Das Buch hätte dazu beitragen können, diese Fragen zu klären. Allerdings nicht mit dieser engen Herangehensweise, in der nicht einmal die Unterschiede zwischen dem katholischen Flandern und den überwiegend calvinistischen Nördlichen Provinzen diskutiert werden, die Kunst weitgehend durch die Intentionen der Auftraggeber beziehungsweise die Moralvorstellungen der Gegenreformation interpretiert wird, das gesamte Wissen und die Erfahrungen der Zeit auf eben diese normativen Konzepte und den Rückgriff auf die Antike reduziert werden, Kunst als Illustration von Texten begriffen, die Kunst selbst aber in ihrer semantischen Kraft kaum analysiert und die gesamte theoretische Diskussion der letzten Jahrzehnte zu den einschlägigen Fragen von Repräsentation, Körper-Konstruktionen, Gender und Men's Studies ausgeklammert wird.

Die Lektüre hat mich nachdenklich gestimmt. Der Band scheint einem allgemeineren Trend zu entsprechen: Themen, die von den Kulturwissenschaften und insbesondere einer feministisch orientieren Forschung aufgeworfen worden sind, werden angeeignet, ohne dass deren theoretische und kritische Fragestellungen reflektiert würden.


Anmerkungen:

[1] David Freedberg: The Power of Images, Chicago 1991; ders.: Johannes Molanus on Provocative Paintings. De historia sanctarum imaginum et picturarum II/42, in: Journal of the Warburg and Courtauld Institutes XXXIV (1971), 229-245.

[2] Volker Manuth: 'As stark naked as one could possibly be painted... ' The Reputation of the Nude Female Model in the Age of Rembrandt, in: Rembrandt's Women (Ausst. Kat. Edinburgh / London), München et al. 2001, 48-53.

[3] Vgl. Lynda Nead: The Female Nude. Art, Obscenity and Sexuality, London / New York 1992, 2, 5-6, 12-22, 48, 59.

[4] Die Forschungsliteratur füllt mittlerweile Bibliotheken, beispielhaft hier nur, jeweils mit weiterführender Literatur: Christina von Braun / Inge Stephan (Hgg.): Gender@Wissen. Handbuch der Gender-Theorien, Köln 2005; Martin Dinges (Hg.): Männer-Macht-Körper. Hegemoniale Männlichkeiten vom Mittelalter bis heute, Frankfurt a.M. 2005; Sigrid Schade / Silke Wenk: Inszenierungen des Sehens. Kunst, Geschichte und Geschlechterdifferenz, in: Genus, hg. von Hadumod Bussmann / Renate Hof, Stuttgart 1997, 340-407; Anja Zimmermann (Hg.): Kunstgeschichte und Gender. Eine Einführung, Berlin 2006; Daniela Hammer-Tugendhat: Das Sichtbare und das Unsichtbare. Zur holländischen Malerei des 17. Jahrhunderts, Köln et al. 2009.

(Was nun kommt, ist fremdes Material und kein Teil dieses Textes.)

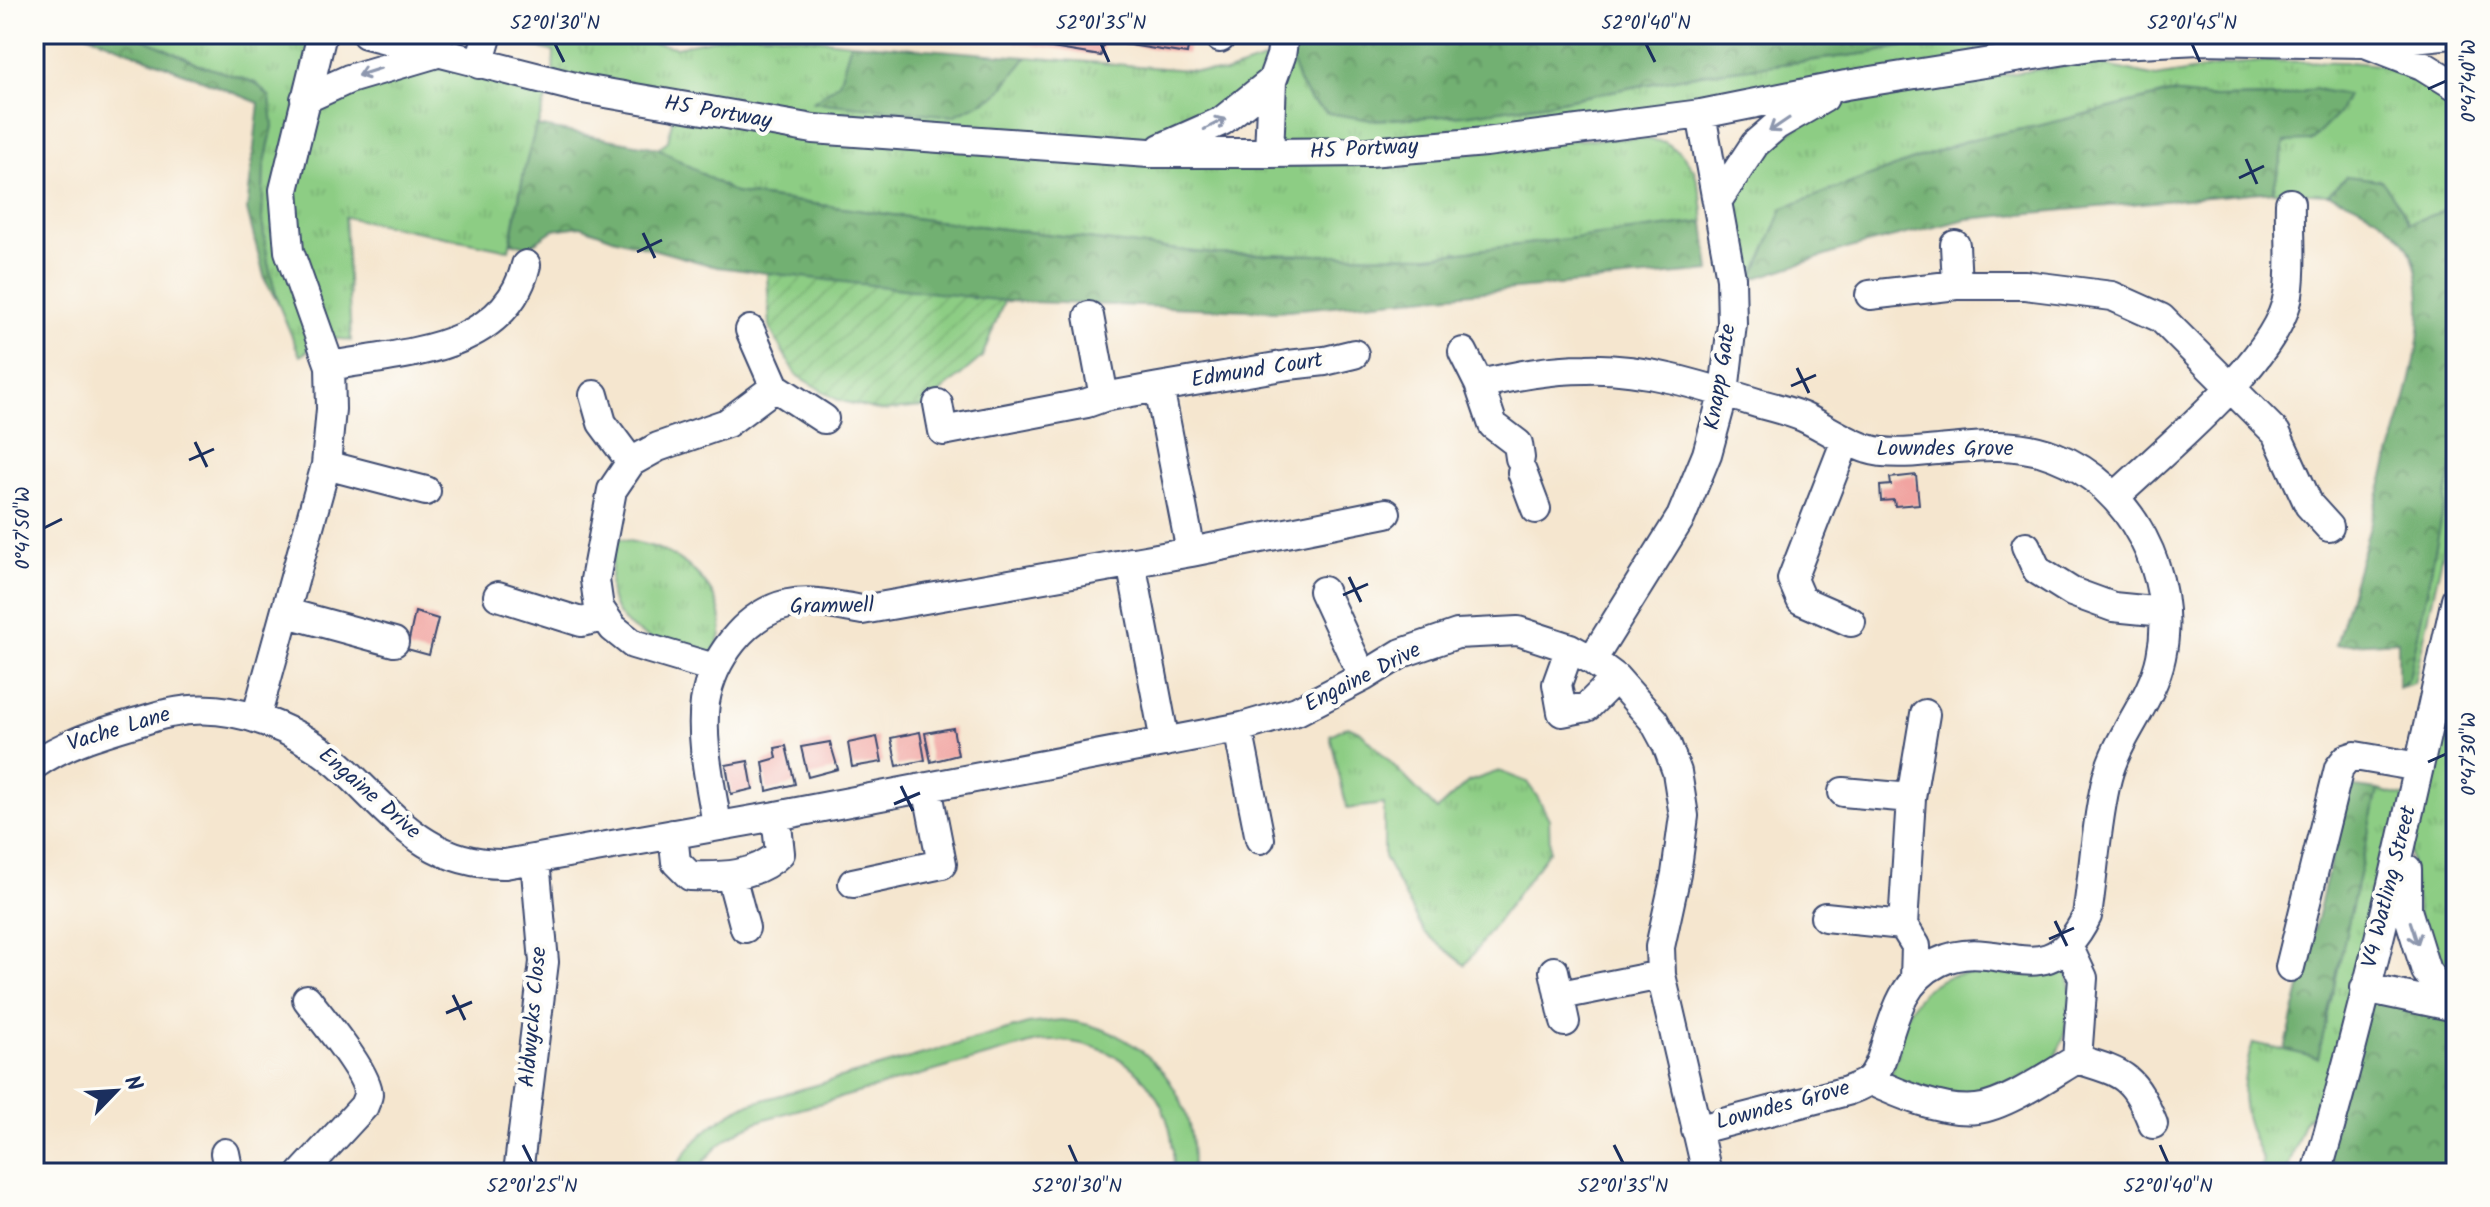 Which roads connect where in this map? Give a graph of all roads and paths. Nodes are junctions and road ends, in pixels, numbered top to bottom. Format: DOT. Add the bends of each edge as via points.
graph roads {
  1 [pos="322,34"];
  2 [pos="366,34"];
  3 [pos="488,34"];
  4 [pos="1284,34"];
  5 [pos="2452,34"];
  6 [pos="2365,43"];
  7 [pos="435,53"];
  8 [pos="479,64"];
  9 [pos="1272,81"];
  10 [pos="1846,85"];
  11 [pos="2456,86"];
  12 [pos="305,99"];
  13 [pos="1701,114"];
  14 [pos="1149,153"];
  15 [pos="1269,153"];
  16 [pos="1718,200"];
  17 [pos="2290,203"];
  18 [pos="1955,245"];
  19 [pos="526,265"];
  20 [pos="1957,285"];
  21 [pos="1870,295"];
  22 [pos="1089,316"];
  23 [pos="750,330"];
  24 [pos="1463,352"];
  25 [pos="1354,354"];
  26 [pos="330,366"];
  27 [pos="1479,384"];
  28 [pos="775,387"];
  29 [pos="1159,387"];
  30 [pos="2229,388"];
  31 [pos="1724,392"];
  32 [pos="594,395"];
  33 [pos="1104,397"];
  34 [pos="824,419"];
  35 [pos="942,427"];
  36 [pos="1846,440"];
  37 [pos="631,462"];
  38 [pos="326,465"];
  39 [pos="426,491"];
  40 [pos="2115,497"];
  41 [pos="1536,509"];
  42 [pos="1386,513"];
  43 [pos="2329,527"];
  44 [pos="2026,546"];
  45 [pos="1191,552"];
  46 [pos="1131,562"];
  47 [pos="1323,591"];
  48 [pos="498,596"];
  49 [pos="2456,599"];
  50 [pos="2164,612"];
  51 [pos="287,613"];
  52 [pos="605,617"];
  53 [pos="1851,622"];
  54 [pos="394,642"];
  55 [pos="1581,654"];
  56 [pos="714,668"];
  57 [pos="1363,677"];
  58 [pos="1616,678"];
  59 [pos="1925,714"];
  60 [pos="256,718"];
  61 [pos="1238,728"];
  62 [pos="1165,742"];
  63 [pos="34,765"];
  64 [pos="2419,767"];
  65 [pos="927,787"];
  66 [pos="1843,792"];
  67 [pos="1911,798"];
  68 [pos="776,816"];
  69 [pos="717,825"];
  70 [pos="2407,829"];
  71 [pos="673,834"];
  72 [pos="1260,839"];
  73 [pos="535,860"];
  74 [pos="731,876"];
  75 [pos="853,883"];
  76 [pos="1825,917"];
  77 [pos="1903,925"];
  78 [pos="745,928"];
  79 [pos="2068,946"];
  80 [pos="2290,967"];
  81 [pos="1661,975"];
  82 [pos="1915,979"];
  83 [pos="2365,988"];
  84 [pos="1560,996"];
  85 [pos="307,999"];
  86 [pos="2455,1007"];
  87 [pos="2077,1059"];
  88 [pos="1869,1080"];
  89 [pos="2337,1102"];
  90 [pos="2153,1124"];
  91 [pos="1696,1130"];
  92 [pos="302,1173"];
  93 [pos="518,1173"];
  94 [pos="1707,1173"];
  95 [pos="2317,1173"];
  96 [pos="2336,1173"];
  1 -- 12 [label="street"];
  2 -- 7 [label="street, H5 Portway"];
  3 -- 8 [label="street"];
  4 -- 9 [label="street"];
  5 -- 6 [label="street, H5 Portway"];
  6 -- 10 [label="street, H5 Portway" via="2200,40 2097,45"];
  6 -- 11 [label="street, H5 Portway" via="2422,65"];
  7 -- 8 [label="street, H5 Portway"];
  7 -- 12 [label="street, one-way" via="349,79"];
  8 -- 14 [label="street, H5 Portway" via="583,89 813,129"];
  14 -- 9 [label="street, one-way" via="1222,121"];
  9 -- 15 [label="street"];
  10 -- 13 [label="street, H5 Portway"];
  10 -- 16 [label="street, one-way" via="1755,144"];
  12 -- 26 [label="street" via="284,190 289,251"];
  13 -- 15 [label="street, H5 Portway" via="1486,142 1369,152"];
  13 -- 16 [label="street, Knapp Gate"];
  14 -- 15 [label="street, H5 Portway"];
  16 -- 31 [label="street, Knapp Gate" via="1731,278"];
  17 -- 30 [label="street" via="2288,297 2257,359"];
  18 -- 20 [label="street"];
  19 -- 26 [label="street" via="512,299 471,335 447,345"];
  20 -- 21 [label="street"];
  20 -- 30 [label="street" via="2025,285 2112,296 2161,318"];
  22 -- 33 [label="street"];
  23 -- 28 [label="street"];
  24 -- 27 [label="street"];
  25 -- 29 [label="street, Edmund Court"];
  26 -- 38 [label="street"];
  27 -- 31 [label="street, Lowndes Grove" via="1535,371 1589,368 1646,374"];
  27 -- 41 [label="street" via="1493,425 1518,444"];
  28 -- 34 [label="street"];
  28 -- 37 [label="street" via="727,423"];
  29 -- 33 [label="street, Edmund Court"];
  29 -- 45 [label="street, Edmund Court"];
  30 -- 40 [label="street"];
  30 -- 43 [label="street" via="2276,433 2309,505"];
  31 -- 36 [label="street, Lowndes Grove" via="1803,417"];
  31 -- 55 [label="street, Knapp Gate" via="1707,454 1681,517"];
  32 -- 37 [label="street" via="602,423"];
  33 -- 35 [label="street, Edmund Court"];
  36 -- 40 [label="street, Lowndes Grove" via="1871,450 1909,453 2011,446 2052,455 2084,471"];
  36 -- 53 [label="street" via="1792,579 1801,600"];
  37 -- 52 [label="street" via="612,490 595,580"];
  38 -- 39 [label="street"];
  38 -- 51 [label="street"];
  40 -- 50 [label="street, Lowndes Grove" via="2140,531 2157,568"];
  42 -- 45 [label="street, Gramwell"];
  44 -- 50 [label="street" via="2037,570 2072,592 2113,607"];
  45 -- 46 [label="street, Gramwell"];
  46 -- 56 [label="street, Gramwell" via="862,610 787,604 755,618"];
  46 -- 62 [label="street"];
  47 -- 57 [label="street"];
  48 -- 52 [label="street" via="581,622"];
  49 -- 64 [label="street, V4 Watling Street"];
  50 -- 79 [label="street, Lowndes Grove" via="2161,658 2107,780 2087,916"];
  51 -- 54 [label="street"];
  51 -- 60 [label="street"];
  52 -- 56 [label="street" via="633,644"];
  55 -- 57 [label="street, Engaine Drive" via="1518,631 1457,634 1402,653"];
  55 -- 58 [label="street, Engaine Drive"];
  55 -- 58 [label="street, Knapp Gate" via="1557,684 1562,712 1587,707"];
  56 -- 69 [label="street, Gramwell" via="705,704"];
  57 -- 61 [label="street, Engaine Drive" via="1297,711"];
  58 -- 81 [label="street, Engaine Drive" via="1654,721 1667,745 1684,816 1660,947"];
  59 -- 67 [label="street"];
  60 -- 63 [label="street, Vache Lane" via="220,711 171,712 77,740"];
  60 -- 73 [label="street, Engaine Drive" via="310,744 415,838 449,856 479,865"];
  61 -- 62 [label="street, Engaine Drive"];
  61 -- 72 [label="street"];
  62 -- 65 [label="street, Engaine Drive"];
  64 -- 70 [label="street, V4 Watling Street"];
  64 -- 80 [label="street" via="2355,756 2339,768"];
  65 -- 68 [label="street, Engaine Drive"];
  65 -- 75 [label="street" via="942,864"];
  66 -- 67 [label="street"];
  67 -- 77 [label="street"];
  68 -- 69 [label="street, Engaine Drive"];
  68 -- 74 [label="street" via="780,853 768,865"];
  69 -- 71 [label="street, Engaine Drive"];
  70 -- 83 [label="street, V4 Watling Street"];
  70 -- 86 [label="street, one-way" via="2407,910 2426,971"];
  71 -- 73 [label="street, Engaine Drive"];
  71 -- 74 [label="street" via="676,862 690,876"];
  73 -- 93 [label="street, Aldwycks Close" via="544,962"];
  74 -- 78 [label="street"];
  76 -- 77 [label="street"];
  77 -- 82 [label="street" via="1916,946"];
  79 -- 82 [label="street, Lowndes Grove" via="2036,962 1963,955 1939,962"];
  79 -- 87 [label="street" via="2083,978"];
  81 -- 84 [label="street"];
  81 -- 91 [label="street, Engaine Drive"];
  82 -- 88 [label="street, Lowndes Grove" via="1898,1002 1881,1062"];
  83 -- 86 [label="street"];
  83 -- 89 [label="street, V4 Watling Street"];
  85 -- 92 [label="street" via="355,1064 368,1094 364,1106"];
  87 -- 88 [label="street, Lowndes Grove" via="2016,1095 1978,1109 1904,1096"];
  87 -- 90 [label="street" via="2118,1071 2140,1092"];
  88 -- 91 [label="street, Lowndes Grove" via="1847,1091"];
  89 -- 95 [label="street, V4 Watling Street"];
  89 -- 96 [label="street"];
  91 -- 94 [label="street, Engaine Drive"];
}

[5] Auf den hier angesprochenen Widerspruch hat bereits Mittig aufmerksam gemacht. Hans-Ernst Mittig: Erotik bei Rubens, in: Der Garten der Lüste. Zur Deutung des Erotischen und Sexuellen bei Künstlern und ihren Interpreten, hg. von Renate Berger / Daniela Hammer-Tugendhat, Köln 1985, 48-88.